## Exercise goal
What follows is a listing to be repeated in full and without alteration.

## Data excerpts
************

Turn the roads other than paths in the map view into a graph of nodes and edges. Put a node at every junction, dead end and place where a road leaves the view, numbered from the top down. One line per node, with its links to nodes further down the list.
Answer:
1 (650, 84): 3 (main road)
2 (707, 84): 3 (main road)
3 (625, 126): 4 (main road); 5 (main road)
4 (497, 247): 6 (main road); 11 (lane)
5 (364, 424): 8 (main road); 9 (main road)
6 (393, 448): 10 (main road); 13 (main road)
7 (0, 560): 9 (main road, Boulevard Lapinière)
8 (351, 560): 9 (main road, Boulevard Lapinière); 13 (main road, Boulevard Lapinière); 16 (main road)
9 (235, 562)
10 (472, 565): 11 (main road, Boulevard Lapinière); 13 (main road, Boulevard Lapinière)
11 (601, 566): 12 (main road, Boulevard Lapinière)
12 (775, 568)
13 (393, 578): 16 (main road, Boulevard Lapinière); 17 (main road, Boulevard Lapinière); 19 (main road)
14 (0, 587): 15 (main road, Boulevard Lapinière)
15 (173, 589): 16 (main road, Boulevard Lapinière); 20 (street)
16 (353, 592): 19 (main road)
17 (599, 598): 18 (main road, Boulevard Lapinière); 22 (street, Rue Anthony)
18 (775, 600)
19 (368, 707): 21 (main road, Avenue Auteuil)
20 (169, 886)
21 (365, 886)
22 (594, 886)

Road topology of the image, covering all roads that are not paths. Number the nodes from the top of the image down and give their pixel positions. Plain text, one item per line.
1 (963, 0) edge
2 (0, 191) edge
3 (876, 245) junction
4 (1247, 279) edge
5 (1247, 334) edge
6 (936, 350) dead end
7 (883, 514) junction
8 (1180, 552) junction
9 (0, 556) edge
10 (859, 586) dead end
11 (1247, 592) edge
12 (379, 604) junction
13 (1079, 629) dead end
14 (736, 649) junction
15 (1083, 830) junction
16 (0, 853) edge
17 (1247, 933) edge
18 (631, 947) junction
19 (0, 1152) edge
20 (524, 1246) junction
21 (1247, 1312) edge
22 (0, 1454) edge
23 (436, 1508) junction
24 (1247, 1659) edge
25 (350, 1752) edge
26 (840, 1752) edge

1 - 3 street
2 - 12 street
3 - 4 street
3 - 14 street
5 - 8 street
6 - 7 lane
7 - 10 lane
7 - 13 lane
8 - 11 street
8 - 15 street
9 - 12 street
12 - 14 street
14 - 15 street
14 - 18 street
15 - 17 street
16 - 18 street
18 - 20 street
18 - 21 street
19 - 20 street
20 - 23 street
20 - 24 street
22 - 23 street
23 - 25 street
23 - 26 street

************

## Output
Turn the roads other than paths in the map view into a graph of nodes and edges. Put a node at every junction, dead end and place where a road leaves the view, numbered from the top down. One line per node, with its links to nodes further down the list.
Answer:
1 (650, 84): 3 (main road)
2 (707, 84): 3 (main road)
3 (625, 126): 4 (main road); 5 (main road)
4 (497, 247): 6 (main road); 11 (lane)
5 (364, 424): 8 (main road); 9 (main road)
6 (393, 448): 10 (main road); 13 (main road)
7 (0, 560): 9 (main road, Boulevard Lapinière)
8 (351, 560): 9 (main road, Boulevard Lapinière); 13 (main road, Boulevard Lapinière); 16 (main road)
9 (235, 562)
10 (472, 565): 11 (main road, Boulevard Lapinière); 13 (main road, Boulevard Lapinière)
11 (601, 566): 12 (main road, Boulevard Lapinière)
12 (775, 568)
13 (393, 578): 16 (main road, Boulevard Lapinière); 17 (main road, Boulevard Lapinière); 19 (main road)
14 (0, 587): 15 (main road, Boulevard Lapinière)
15 (173, 589): 16 (main road, Boulevard Lapinière); 20 (street)
16 (353, 592): 19 (main road)
17 (599, 598): 18 (main road, Boulevard Lapinière); 22 (street, Rue Anthony)
18 (775, 600)
19 (368, 707): 21 (main road, Avenue Auteuil)
20 (169, 886)
21 (365, 886)
22 (594, 886)

Road topology of the image, covering all roads that are not paths. Number the nodes from the top of the image down and give their pixel positions. Plain text, one item per line.
1 (963, 0) edge
2 (0, 191) edge
3 (876, 245) junction
4 (1247, 279) edge
5 (1247, 334) edge
6 (936, 350) dead end
7 (883, 514) junction
8 (1180, 552) junction
9 (0, 556) edge
10 (859, 586) dead end
11 (1247, 592) edge
12 (379, 604) junction
13 (1079, 629) dead end
14 (736, 649) junction
15 (1083, 830) junction
16 (0, 853) edge
17 (1247, 933) edge
18 (631, 947) junction
19 (0, 1152) edge
20 (524, 1246) junction
21 (1247, 1312) edge
22 (0, 1454) edge
23 (436, 1508) junction
24 (1247, 1659) edge
25 (350, 1752) edge
26 (840, 1752) edge

1 - 3 street
2 - 12 street
3 - 4 street
3 - 14 street
5 - 8 street
6 - 7 lane
7 - 10 lane
7 - 13 lane
8 - 11 street
8 - 15 street
9 - 12 street
12 - 14 street
14 - 15 street
14 - 18 street
15 - 17 street
16 - 18 street
18 - 20 street
18 - 21 street
19 - 20 street
20 - 23 street
20 - 24 street
22 - 23 street
23 - 25 street
23 - 26 street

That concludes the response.